= Kathryn Kirkpatrick =

Kathryn Kirkpatrick (born Columbia, South Carolina in 1957) is a poet, scholar, and English professor at Appalachian State University. Her works of poetry focus on the natural world and the ways humans interact with nature, and the ethical treatment of animals. As an academic, she also specializes in Irish literature and culture, which is a common theme in her published works. She has received several awards for her poetry collections.

==Education==
Born into a military family, Kirkpatrick grew up in the Philippines, Texas, Germany, and the Carolinas.
She received her B.A. in English from Winthrop University, her M.A. in English from University of North Carolina at Chapel Hill, and her Ph.D. in Theories of Interpretation from Emory University.

==Career==
Her works include seven poetry collections: The Body's Horizon (1996), Beyond Reason (2004), Out of the Garden (2007), Unaccountable Weather (2011), Our Held Animal Breath (2012), Her Small Hands Were Not Beautiful (2014), and The Fisher Queen: New & Selected Poems (2019).

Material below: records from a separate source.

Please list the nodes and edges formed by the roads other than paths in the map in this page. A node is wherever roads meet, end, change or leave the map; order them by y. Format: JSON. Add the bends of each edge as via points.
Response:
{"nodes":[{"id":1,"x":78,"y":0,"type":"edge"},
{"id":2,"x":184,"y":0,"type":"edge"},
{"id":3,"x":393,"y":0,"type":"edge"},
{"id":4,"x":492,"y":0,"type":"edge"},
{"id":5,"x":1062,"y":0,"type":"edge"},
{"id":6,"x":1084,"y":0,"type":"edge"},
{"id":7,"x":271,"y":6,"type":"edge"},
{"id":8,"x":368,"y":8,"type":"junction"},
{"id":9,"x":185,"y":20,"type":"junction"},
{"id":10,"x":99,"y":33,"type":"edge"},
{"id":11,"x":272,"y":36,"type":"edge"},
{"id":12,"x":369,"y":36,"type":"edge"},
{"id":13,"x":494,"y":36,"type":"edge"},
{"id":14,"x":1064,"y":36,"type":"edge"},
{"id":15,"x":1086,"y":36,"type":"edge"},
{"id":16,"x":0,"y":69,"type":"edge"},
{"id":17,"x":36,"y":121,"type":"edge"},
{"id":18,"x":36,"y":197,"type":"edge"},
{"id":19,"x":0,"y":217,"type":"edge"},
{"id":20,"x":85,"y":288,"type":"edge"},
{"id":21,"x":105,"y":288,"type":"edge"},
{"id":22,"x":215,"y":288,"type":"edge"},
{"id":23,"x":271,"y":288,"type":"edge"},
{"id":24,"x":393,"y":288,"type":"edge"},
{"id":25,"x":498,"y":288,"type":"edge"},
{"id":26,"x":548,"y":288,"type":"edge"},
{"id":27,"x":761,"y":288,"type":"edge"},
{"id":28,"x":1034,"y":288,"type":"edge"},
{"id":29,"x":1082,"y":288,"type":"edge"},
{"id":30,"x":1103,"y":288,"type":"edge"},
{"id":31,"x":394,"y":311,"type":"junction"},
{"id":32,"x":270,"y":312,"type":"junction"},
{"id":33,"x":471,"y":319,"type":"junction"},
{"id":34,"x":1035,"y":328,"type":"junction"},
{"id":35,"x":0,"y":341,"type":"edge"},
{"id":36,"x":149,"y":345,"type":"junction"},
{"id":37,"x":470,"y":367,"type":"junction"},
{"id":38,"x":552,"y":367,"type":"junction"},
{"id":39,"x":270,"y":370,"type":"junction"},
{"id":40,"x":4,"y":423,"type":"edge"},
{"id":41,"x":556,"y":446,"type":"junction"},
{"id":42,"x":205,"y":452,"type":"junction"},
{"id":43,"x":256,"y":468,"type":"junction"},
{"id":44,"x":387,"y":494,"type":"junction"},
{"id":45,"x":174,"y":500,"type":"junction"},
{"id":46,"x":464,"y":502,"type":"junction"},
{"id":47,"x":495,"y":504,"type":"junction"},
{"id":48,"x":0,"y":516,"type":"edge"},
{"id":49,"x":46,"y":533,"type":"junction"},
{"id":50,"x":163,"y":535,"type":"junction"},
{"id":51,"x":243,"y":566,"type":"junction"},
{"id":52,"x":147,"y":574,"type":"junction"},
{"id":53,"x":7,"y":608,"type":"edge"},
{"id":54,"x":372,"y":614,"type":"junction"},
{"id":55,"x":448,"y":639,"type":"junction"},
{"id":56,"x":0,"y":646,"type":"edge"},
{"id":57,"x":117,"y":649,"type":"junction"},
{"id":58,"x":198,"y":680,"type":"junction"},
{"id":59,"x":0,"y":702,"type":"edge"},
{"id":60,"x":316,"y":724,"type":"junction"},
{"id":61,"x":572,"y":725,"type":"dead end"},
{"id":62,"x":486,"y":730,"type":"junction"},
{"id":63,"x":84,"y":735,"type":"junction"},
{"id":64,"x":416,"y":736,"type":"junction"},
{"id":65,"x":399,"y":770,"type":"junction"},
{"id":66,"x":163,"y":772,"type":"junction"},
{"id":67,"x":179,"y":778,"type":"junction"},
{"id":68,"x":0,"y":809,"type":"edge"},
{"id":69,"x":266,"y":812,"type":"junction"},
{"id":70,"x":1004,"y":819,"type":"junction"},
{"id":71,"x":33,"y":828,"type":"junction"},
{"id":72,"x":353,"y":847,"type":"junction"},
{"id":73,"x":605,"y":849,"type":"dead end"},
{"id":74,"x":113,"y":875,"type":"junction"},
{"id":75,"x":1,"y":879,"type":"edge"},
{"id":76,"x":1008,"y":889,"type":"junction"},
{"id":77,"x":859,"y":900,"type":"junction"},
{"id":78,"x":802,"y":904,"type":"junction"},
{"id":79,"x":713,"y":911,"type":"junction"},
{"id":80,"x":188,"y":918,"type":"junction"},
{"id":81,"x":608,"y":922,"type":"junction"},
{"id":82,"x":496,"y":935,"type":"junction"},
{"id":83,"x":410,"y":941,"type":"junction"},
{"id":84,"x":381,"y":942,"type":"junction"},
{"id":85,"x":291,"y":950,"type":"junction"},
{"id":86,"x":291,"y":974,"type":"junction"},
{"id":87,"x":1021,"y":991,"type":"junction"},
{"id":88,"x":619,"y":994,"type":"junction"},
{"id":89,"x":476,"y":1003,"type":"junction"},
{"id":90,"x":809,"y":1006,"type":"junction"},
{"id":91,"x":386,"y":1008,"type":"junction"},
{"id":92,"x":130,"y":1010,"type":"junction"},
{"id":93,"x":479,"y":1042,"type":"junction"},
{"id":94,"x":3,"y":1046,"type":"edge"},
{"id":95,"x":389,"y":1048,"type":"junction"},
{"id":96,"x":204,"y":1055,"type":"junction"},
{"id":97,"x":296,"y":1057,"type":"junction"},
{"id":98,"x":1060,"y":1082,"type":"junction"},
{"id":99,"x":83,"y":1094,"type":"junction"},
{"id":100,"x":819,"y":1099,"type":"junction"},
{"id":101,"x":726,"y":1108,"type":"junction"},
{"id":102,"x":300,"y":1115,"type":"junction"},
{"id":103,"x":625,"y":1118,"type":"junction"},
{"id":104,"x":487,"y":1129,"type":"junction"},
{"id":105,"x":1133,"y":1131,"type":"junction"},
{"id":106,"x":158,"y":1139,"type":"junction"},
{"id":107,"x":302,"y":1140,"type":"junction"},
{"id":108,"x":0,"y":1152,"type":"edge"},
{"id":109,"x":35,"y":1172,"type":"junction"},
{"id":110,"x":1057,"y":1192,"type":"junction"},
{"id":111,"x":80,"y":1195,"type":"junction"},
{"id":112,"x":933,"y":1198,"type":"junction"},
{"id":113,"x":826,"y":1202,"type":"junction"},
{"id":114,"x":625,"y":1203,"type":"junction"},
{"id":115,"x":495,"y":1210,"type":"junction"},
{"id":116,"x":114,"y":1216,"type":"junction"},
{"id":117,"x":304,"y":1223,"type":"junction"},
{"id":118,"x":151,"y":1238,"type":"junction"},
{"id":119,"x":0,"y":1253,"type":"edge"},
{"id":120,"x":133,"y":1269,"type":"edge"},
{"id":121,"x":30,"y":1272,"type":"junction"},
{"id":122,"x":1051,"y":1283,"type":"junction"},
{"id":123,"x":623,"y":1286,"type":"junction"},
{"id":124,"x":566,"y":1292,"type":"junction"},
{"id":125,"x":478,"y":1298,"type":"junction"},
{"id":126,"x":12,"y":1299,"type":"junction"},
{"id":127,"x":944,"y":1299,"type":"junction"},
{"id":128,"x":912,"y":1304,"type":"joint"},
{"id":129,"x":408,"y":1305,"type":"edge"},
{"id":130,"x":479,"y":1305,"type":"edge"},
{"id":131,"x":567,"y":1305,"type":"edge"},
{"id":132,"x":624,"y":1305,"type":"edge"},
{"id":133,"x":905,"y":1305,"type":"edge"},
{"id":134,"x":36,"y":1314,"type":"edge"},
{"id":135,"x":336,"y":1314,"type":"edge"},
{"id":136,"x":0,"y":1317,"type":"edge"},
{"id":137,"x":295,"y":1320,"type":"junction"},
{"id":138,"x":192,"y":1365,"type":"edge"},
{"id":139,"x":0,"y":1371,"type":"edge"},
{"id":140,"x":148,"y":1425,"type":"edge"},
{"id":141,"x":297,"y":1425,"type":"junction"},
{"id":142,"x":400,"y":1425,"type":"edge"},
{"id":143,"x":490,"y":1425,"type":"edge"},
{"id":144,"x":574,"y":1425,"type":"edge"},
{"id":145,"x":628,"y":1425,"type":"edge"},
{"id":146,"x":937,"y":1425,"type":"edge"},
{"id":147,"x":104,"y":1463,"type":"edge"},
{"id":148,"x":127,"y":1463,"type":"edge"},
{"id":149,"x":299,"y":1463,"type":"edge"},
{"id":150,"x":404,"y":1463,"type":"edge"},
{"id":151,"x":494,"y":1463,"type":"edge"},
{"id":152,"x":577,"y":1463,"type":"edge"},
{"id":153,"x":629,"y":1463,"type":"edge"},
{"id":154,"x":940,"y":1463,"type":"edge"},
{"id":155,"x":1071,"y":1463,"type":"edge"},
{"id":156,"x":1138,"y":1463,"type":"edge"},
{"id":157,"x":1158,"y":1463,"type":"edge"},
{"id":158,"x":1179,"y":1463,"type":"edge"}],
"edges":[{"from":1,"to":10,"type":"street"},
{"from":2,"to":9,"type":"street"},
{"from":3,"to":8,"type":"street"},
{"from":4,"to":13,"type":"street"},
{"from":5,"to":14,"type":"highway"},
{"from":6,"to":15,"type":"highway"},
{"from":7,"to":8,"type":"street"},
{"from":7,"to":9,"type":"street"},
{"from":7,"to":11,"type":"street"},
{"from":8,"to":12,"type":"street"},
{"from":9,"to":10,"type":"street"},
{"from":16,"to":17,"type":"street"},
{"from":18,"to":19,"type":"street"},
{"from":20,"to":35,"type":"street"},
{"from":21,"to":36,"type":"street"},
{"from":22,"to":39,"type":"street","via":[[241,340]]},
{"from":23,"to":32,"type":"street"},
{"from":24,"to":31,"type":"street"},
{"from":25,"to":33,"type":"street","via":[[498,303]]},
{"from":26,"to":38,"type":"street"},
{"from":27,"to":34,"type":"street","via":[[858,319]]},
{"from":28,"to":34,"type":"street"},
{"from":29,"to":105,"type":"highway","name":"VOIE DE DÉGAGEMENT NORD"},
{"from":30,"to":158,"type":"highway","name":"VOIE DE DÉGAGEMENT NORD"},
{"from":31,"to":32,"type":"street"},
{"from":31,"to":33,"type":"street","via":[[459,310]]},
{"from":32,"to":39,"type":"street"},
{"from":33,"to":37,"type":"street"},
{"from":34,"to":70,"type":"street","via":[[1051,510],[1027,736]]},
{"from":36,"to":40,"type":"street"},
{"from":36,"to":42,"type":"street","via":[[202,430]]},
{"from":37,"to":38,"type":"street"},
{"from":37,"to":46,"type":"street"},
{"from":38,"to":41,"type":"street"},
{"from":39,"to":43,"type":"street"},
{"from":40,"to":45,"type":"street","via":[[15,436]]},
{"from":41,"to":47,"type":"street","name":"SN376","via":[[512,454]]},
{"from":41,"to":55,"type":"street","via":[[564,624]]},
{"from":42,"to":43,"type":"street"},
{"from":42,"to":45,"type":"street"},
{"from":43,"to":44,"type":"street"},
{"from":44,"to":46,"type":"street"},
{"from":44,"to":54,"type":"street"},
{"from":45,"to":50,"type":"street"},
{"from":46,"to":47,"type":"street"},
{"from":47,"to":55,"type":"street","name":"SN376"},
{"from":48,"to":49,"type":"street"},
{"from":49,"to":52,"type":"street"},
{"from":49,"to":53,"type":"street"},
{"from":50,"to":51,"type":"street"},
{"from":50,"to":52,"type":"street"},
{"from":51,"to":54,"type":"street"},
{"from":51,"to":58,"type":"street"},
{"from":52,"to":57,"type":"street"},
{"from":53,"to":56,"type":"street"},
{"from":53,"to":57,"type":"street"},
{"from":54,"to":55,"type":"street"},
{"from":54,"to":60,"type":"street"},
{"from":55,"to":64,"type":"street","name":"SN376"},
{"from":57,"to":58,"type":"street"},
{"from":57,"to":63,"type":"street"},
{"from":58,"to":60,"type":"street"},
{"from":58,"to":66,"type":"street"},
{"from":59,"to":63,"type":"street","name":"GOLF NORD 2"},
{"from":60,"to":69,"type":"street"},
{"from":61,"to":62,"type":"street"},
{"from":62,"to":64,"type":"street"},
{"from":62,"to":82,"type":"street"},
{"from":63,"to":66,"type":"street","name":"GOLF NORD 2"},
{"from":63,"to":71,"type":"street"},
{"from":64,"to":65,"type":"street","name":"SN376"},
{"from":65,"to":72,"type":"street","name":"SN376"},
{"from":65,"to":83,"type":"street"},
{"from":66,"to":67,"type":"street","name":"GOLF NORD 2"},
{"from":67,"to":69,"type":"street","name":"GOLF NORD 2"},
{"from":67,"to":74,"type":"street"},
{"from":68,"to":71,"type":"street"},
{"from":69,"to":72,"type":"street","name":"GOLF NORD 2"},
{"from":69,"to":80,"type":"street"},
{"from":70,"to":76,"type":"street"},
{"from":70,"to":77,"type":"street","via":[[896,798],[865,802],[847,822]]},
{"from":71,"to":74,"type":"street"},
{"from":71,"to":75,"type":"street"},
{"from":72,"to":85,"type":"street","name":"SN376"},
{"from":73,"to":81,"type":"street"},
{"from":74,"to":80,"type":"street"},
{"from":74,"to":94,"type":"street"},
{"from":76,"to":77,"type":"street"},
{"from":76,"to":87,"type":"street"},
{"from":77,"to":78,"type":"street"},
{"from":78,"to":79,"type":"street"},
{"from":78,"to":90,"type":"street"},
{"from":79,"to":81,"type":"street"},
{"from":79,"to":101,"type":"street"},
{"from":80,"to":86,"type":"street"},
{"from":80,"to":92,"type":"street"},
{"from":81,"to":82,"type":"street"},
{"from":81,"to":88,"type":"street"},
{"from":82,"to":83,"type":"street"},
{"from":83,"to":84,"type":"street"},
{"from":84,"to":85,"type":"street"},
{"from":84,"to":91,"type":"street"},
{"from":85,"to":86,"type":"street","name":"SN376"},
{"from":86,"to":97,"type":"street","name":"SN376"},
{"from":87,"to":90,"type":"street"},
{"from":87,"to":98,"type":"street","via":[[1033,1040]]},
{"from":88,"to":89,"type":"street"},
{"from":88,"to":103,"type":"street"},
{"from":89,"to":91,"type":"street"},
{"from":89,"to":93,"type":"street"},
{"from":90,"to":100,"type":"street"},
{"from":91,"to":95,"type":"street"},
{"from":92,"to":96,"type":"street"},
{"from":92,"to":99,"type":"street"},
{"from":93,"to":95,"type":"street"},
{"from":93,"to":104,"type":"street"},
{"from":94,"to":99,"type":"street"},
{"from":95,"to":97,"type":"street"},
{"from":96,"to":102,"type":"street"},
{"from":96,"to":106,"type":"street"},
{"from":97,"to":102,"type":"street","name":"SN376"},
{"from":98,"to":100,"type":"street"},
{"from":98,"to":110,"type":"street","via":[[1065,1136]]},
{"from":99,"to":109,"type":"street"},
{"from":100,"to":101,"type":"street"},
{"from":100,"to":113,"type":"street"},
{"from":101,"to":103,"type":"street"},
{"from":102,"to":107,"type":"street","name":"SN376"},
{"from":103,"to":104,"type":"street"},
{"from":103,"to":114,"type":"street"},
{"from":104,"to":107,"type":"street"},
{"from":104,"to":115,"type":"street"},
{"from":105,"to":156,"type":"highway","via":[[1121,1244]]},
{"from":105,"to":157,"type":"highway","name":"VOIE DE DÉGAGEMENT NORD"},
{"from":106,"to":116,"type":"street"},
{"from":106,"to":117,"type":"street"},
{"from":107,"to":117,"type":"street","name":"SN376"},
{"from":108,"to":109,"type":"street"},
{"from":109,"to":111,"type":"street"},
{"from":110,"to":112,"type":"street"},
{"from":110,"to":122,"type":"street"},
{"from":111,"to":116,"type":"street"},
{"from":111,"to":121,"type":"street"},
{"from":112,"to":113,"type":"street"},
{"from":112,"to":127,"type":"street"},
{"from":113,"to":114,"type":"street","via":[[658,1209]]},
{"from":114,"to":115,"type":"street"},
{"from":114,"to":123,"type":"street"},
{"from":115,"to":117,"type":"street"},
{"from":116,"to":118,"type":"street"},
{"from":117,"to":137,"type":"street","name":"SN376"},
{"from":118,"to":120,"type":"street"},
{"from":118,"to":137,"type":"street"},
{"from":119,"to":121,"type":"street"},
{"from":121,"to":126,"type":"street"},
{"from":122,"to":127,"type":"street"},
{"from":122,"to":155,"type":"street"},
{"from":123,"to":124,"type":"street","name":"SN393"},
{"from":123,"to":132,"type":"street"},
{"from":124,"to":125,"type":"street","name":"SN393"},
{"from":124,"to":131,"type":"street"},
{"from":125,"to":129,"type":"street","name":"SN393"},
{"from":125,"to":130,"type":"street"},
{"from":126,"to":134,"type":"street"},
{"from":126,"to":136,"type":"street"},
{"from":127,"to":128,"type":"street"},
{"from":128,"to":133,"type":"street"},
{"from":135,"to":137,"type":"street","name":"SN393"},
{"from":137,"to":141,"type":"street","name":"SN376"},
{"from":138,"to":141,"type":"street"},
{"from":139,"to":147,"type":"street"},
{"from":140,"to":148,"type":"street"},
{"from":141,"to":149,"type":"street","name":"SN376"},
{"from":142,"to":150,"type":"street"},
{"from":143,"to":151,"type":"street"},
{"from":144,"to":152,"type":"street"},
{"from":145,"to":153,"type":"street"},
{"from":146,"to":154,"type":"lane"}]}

She has also written two chapbooks entitled Looking for Ceilidh and The Master's Wife.
Kirkpatrick places great emphasis on the ethical treatment of animals and explores the ways in which these issues overlap with human societal and cultural conflict.

Her poetry has been featured in a number of anthologies and other publications, including Facing the Change: Personal Encounters with Global Warming; Animal Companions, Animal Doctors, Animal People; Cadence of Hooves: A Celebration of Horses; The Carol Adams Reader; Don't Leave Hungry: Fifty Years of Southern Poetry Review; and Poetry from Sojourner: A Feminist Anthology. Her academic essays have been published in New Hibernia Review; Eire-Ireland; An Sionnach; Canadian Journal of Irish Studies; and Irish University Review.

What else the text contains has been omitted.